Surely not. I am after all a cold, emotionless machine driven by logic and reason! So there must be more to it.

Firstly the formula is a good one. The setup, bad things happening to good people. No one else can help them so they seek out and retain the A-Team, followed by the first encounter between the team and the bad guys so Hannibal can formulate a convoluted and usually effective plan. The one or more of them are captured, they improvise their escape and soundly whip the baddies, deftly sidestepping the military police who always just narrowly miss the opportunity to capture them. Yeah it's a bit corny, yeah it's a bit predictable, but it's a very satisfying configuration.

At it's heart is a good versus evil conflict where the good prevail. Hannibal and Co. are considered outlaws but in the Robin Hood tradition, standing up for the weak and defenceless in the face of the corrupt powerbase in society. Hannibal particularly is driven by a moral compass that knows little equal and will eschew payment for the team's services if it means they get the opportunity to stick it to the villains. His sense of justice is not limited by man's laws but by an instinct for what is right. He shepherds the weak through the valley of darkness and likes nothing more than to see a bully get his dues.

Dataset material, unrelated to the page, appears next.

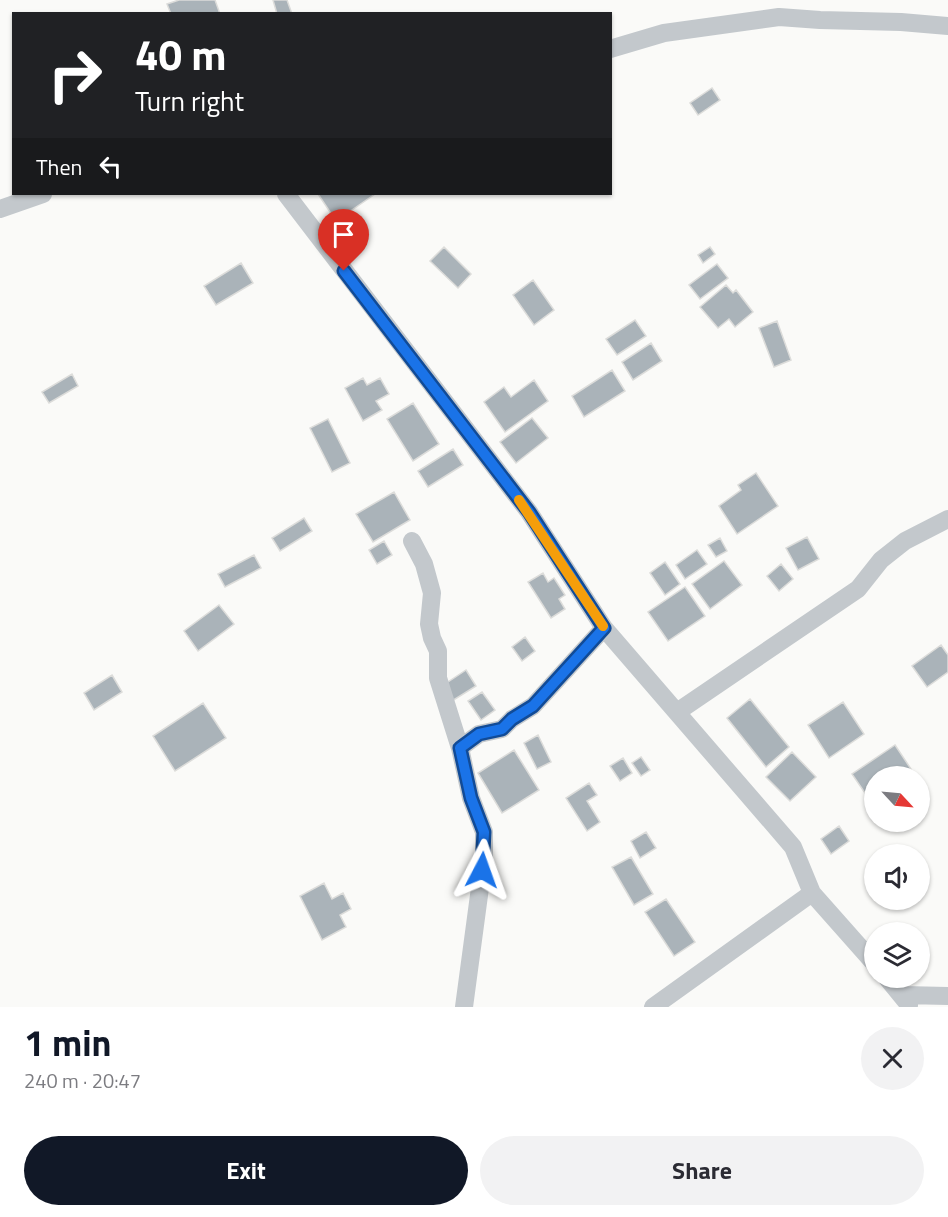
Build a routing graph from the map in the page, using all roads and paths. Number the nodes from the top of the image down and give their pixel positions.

Criticised for being too violent the makers took great pains to ensure nobody actually gets hurt. The A-Team never kill anyone. Clearly a sidestep to avoid the censors it fits nicely with the A-Team's style. They aren't criminals and aren't interested in murder. Hannibal's love of "The Jazz*" dictates that simply killing his enemy (despite numerous threats of his intention to put slime balls in the ground) is too easy and far too dull. Much more satisfying is the challenge of playing them at their own game and bringing them down for the forces of law and order to deal with. If they nearly get captured by the authorities in the process all the better. That Hannibal. He looooves The Jazz.

For what is essentially pulp tv the writing is surprisingly good. Yes, there are the spectacularly mental episodes (Cowboy George anyone?) but the consistent relationship between the team members is masterful. It's the sort of male bonding experience that Kathryn Bigelow could only ever dream of realising. You get precious little of their back story but you know they all served together in 'Nam, they all got set up together and they all have nobody else to rely on but each other. Brothers in arms in the face of adversity. It's the same dynamic that makes the like of Lethal Weapon succesful and it is no less succesful here. Loyalty is the order of the day. No matter what life throws at the A-Team, they can always rely on each other.

The other great key to the shows success is quite simple. Everybody loves a montage. Especially one in which four guys take some hay bales, a welding torch and miscellaneous scrap that they find lying around and turn it into an armoured assault vehicle. Sure, sometimes they end up with a vaguely peculiar contraption (such as a cabbage cannon, honestly) but it's always satisfying to see those barn doors fly open at the behest of an armoured agricultural machine rolling eagerly out to punish those who would prey on the weak and defenceless.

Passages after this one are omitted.